The laws of biological inheritance have received close and deep study by numerous investigators of Darwinian and post-Darwinian times, because from the first it was clearly recognized that a complete description of nature's method of accomplishing evolution must show how species maintain the same general characteristics from generation to generation, and also how new qualities may be fixed in heredity as species transform in the course of time. Before our modern era in biology, the fact of inheritance was accepted as self-sufficient; now much is known that supplements and extends the incomplete account given by natural selection of the way evolution takes place.

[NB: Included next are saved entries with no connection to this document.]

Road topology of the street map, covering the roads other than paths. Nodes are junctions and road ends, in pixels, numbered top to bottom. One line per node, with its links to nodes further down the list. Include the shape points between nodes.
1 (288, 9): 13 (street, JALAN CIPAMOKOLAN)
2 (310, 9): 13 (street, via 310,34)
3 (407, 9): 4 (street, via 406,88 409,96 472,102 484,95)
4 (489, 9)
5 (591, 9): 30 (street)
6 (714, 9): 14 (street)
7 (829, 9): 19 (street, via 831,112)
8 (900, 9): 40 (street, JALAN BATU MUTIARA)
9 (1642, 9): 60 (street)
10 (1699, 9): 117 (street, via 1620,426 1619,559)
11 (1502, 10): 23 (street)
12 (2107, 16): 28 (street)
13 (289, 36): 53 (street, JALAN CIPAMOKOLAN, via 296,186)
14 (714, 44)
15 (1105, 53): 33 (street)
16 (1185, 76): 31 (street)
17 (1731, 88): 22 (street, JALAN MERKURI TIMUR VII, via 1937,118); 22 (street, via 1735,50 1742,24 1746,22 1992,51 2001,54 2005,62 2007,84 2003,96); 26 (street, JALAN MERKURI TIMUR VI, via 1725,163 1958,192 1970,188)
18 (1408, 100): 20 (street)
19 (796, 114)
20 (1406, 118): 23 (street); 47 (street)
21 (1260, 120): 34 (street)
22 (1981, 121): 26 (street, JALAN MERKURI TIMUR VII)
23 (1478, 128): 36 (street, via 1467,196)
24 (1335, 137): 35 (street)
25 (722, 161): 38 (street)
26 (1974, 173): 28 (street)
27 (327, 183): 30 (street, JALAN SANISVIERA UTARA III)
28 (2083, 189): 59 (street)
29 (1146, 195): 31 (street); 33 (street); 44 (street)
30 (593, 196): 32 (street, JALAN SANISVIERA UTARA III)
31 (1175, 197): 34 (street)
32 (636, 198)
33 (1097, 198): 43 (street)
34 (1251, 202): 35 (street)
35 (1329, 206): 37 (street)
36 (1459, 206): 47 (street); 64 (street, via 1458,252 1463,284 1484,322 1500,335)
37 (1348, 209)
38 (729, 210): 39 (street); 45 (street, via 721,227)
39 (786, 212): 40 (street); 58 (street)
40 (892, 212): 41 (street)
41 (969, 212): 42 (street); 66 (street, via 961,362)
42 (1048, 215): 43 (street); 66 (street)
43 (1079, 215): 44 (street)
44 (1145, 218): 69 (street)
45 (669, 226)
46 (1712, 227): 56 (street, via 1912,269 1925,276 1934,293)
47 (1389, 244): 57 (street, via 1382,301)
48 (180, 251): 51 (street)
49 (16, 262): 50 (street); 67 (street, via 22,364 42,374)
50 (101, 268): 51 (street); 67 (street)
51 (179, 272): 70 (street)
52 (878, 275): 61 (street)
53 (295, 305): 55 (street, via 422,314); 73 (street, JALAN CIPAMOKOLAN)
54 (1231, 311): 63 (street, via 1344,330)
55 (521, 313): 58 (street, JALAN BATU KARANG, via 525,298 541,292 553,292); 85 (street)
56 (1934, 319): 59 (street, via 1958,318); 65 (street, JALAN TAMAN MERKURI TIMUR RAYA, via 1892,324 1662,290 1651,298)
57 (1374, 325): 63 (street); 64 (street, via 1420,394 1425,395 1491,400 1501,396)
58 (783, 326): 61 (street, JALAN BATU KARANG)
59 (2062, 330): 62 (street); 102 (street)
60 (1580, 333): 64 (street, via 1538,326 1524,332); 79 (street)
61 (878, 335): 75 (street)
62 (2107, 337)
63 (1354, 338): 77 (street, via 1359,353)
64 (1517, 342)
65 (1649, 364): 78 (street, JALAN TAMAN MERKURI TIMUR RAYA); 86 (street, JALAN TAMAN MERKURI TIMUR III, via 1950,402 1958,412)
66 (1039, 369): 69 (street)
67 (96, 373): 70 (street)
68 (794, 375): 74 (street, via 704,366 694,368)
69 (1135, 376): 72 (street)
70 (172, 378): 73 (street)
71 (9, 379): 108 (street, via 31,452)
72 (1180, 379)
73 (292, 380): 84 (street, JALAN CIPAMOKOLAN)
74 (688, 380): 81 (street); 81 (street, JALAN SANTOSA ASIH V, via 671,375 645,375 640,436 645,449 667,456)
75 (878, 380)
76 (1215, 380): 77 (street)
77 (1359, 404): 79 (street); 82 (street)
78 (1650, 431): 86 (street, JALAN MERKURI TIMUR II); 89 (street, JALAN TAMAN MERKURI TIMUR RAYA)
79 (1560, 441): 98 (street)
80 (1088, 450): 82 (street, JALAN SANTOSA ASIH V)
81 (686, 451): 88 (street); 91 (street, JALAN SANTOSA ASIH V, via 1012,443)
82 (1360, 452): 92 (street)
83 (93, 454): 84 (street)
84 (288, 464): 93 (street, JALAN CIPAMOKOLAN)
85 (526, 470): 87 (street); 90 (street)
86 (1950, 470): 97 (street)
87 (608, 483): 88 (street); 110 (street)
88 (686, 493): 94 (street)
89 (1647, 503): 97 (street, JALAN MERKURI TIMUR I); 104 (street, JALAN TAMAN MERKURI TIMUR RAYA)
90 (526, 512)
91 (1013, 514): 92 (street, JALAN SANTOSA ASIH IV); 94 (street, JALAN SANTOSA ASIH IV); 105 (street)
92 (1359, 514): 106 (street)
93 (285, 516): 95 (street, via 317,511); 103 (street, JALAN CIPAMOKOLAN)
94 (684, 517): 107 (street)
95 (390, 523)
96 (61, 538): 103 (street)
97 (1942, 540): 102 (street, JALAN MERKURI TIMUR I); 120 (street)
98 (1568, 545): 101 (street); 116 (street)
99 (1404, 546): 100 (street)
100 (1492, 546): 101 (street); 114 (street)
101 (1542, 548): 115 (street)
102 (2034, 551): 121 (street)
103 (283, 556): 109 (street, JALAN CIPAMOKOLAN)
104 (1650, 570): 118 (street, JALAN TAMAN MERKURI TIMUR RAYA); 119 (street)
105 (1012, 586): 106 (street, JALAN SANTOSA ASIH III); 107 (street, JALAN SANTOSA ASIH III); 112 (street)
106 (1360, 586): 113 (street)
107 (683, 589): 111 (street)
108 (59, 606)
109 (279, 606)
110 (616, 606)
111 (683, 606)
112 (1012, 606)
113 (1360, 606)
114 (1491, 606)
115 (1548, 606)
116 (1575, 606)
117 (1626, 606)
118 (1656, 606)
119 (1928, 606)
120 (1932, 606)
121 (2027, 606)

It is not possible in the present brief outline to describe all the results of recent investigations, but some of them are too important to be passed over. Perhaps the most interesting one is that the laws of heredity seem to be the same for man and other kinds of living creatures, as proved by Galton and Pearson and many others who have dealt with such characters as human stature, human eye color, and an extensive series of the peculiarities of lower animals and even of plants.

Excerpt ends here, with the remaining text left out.